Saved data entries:
● ● ● ● ● ● ●

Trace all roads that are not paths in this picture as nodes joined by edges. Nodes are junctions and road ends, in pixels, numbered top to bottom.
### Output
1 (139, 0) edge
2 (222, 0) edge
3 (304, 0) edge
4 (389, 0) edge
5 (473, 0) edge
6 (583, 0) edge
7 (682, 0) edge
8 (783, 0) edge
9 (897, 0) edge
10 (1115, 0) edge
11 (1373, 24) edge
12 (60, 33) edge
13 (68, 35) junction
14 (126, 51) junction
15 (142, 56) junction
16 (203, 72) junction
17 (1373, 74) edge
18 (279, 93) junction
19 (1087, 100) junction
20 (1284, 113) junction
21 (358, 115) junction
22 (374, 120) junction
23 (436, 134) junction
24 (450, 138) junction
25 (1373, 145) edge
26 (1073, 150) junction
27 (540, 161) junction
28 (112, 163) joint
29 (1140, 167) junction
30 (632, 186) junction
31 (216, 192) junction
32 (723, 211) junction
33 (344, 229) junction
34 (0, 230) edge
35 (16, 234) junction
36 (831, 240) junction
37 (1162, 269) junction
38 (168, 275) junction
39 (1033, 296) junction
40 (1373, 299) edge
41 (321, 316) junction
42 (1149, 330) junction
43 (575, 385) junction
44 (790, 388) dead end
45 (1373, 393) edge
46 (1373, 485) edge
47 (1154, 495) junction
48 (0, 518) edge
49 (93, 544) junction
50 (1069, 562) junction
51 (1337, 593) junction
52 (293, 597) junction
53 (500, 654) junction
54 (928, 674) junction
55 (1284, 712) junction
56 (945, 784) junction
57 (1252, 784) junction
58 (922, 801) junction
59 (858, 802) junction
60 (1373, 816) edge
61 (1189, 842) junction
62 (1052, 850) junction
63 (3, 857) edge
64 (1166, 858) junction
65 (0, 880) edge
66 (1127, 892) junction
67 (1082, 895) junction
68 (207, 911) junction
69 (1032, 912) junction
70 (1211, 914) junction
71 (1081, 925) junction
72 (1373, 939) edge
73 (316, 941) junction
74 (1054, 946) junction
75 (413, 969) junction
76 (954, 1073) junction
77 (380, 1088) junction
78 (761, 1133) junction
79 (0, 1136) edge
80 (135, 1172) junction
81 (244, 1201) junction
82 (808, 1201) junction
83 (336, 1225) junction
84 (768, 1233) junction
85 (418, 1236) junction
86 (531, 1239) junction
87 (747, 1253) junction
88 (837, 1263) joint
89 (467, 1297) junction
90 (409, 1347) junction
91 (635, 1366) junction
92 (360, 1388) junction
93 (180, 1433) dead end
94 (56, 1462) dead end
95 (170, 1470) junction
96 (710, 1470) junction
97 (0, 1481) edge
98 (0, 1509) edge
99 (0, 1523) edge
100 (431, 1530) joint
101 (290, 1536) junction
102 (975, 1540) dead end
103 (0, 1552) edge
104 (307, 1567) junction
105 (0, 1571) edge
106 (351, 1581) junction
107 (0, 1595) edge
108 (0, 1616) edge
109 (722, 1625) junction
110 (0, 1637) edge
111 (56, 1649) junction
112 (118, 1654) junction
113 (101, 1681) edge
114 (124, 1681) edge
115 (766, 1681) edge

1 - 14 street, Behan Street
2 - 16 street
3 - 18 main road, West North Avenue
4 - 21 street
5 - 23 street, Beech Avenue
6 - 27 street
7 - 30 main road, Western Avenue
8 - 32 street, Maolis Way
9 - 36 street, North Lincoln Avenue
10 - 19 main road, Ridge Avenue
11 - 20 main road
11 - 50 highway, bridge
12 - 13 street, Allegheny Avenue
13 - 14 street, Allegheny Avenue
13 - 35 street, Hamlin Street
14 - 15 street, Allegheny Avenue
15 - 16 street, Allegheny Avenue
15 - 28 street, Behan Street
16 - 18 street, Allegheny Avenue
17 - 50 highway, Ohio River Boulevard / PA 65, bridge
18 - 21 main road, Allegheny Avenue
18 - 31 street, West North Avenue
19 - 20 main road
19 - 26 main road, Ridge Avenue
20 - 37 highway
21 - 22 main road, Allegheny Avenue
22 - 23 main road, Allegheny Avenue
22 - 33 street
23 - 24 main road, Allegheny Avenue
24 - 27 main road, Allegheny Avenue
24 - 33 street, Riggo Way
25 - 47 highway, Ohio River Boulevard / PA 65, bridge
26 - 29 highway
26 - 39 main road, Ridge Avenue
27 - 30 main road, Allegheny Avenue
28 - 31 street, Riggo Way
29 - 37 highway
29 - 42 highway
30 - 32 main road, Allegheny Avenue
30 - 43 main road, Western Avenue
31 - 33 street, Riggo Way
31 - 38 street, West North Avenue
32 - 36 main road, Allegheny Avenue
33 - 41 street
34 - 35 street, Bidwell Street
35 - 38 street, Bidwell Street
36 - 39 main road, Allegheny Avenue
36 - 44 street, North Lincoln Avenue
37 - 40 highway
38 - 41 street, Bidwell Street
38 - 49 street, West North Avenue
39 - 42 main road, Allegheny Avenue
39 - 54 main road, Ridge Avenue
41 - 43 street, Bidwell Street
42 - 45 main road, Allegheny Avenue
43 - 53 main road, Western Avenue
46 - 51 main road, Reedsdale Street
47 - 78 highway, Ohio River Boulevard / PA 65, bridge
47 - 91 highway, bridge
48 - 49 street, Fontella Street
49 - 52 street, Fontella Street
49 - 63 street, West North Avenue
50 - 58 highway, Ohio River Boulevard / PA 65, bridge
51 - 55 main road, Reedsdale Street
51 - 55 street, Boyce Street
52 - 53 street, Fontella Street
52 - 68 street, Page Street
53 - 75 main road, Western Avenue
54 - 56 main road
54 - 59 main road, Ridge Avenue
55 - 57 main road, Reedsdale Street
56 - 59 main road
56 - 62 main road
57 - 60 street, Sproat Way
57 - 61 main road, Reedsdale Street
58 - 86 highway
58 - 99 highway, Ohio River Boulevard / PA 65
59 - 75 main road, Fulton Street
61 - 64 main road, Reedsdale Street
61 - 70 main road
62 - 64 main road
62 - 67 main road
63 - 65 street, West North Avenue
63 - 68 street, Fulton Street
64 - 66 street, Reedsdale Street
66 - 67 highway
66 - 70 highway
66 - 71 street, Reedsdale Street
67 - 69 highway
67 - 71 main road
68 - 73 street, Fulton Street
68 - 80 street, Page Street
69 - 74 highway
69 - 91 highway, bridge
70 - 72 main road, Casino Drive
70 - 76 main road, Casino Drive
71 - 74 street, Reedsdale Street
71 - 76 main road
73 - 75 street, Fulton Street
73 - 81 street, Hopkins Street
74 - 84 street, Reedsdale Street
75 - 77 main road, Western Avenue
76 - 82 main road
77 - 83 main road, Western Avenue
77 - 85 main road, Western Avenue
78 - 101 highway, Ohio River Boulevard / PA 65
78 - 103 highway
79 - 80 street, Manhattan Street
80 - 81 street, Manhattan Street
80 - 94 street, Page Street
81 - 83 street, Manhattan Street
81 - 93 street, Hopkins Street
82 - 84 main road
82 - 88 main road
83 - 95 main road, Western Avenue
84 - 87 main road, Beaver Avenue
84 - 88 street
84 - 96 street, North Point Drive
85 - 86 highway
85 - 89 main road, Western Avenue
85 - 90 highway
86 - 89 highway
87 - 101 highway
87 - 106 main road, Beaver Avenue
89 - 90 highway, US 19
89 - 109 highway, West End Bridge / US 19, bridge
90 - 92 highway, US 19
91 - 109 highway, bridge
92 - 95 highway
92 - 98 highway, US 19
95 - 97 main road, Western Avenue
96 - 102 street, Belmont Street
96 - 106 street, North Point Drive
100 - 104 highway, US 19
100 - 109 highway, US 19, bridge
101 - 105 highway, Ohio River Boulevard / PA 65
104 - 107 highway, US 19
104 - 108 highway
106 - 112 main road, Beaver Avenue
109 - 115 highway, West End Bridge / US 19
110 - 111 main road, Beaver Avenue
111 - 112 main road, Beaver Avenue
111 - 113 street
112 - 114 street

● ● ● ● ● ● ●

What to do: Based on the entries above, please count how many lines contain the string "Manhattan", and reply with the figure only.

Answer space: 3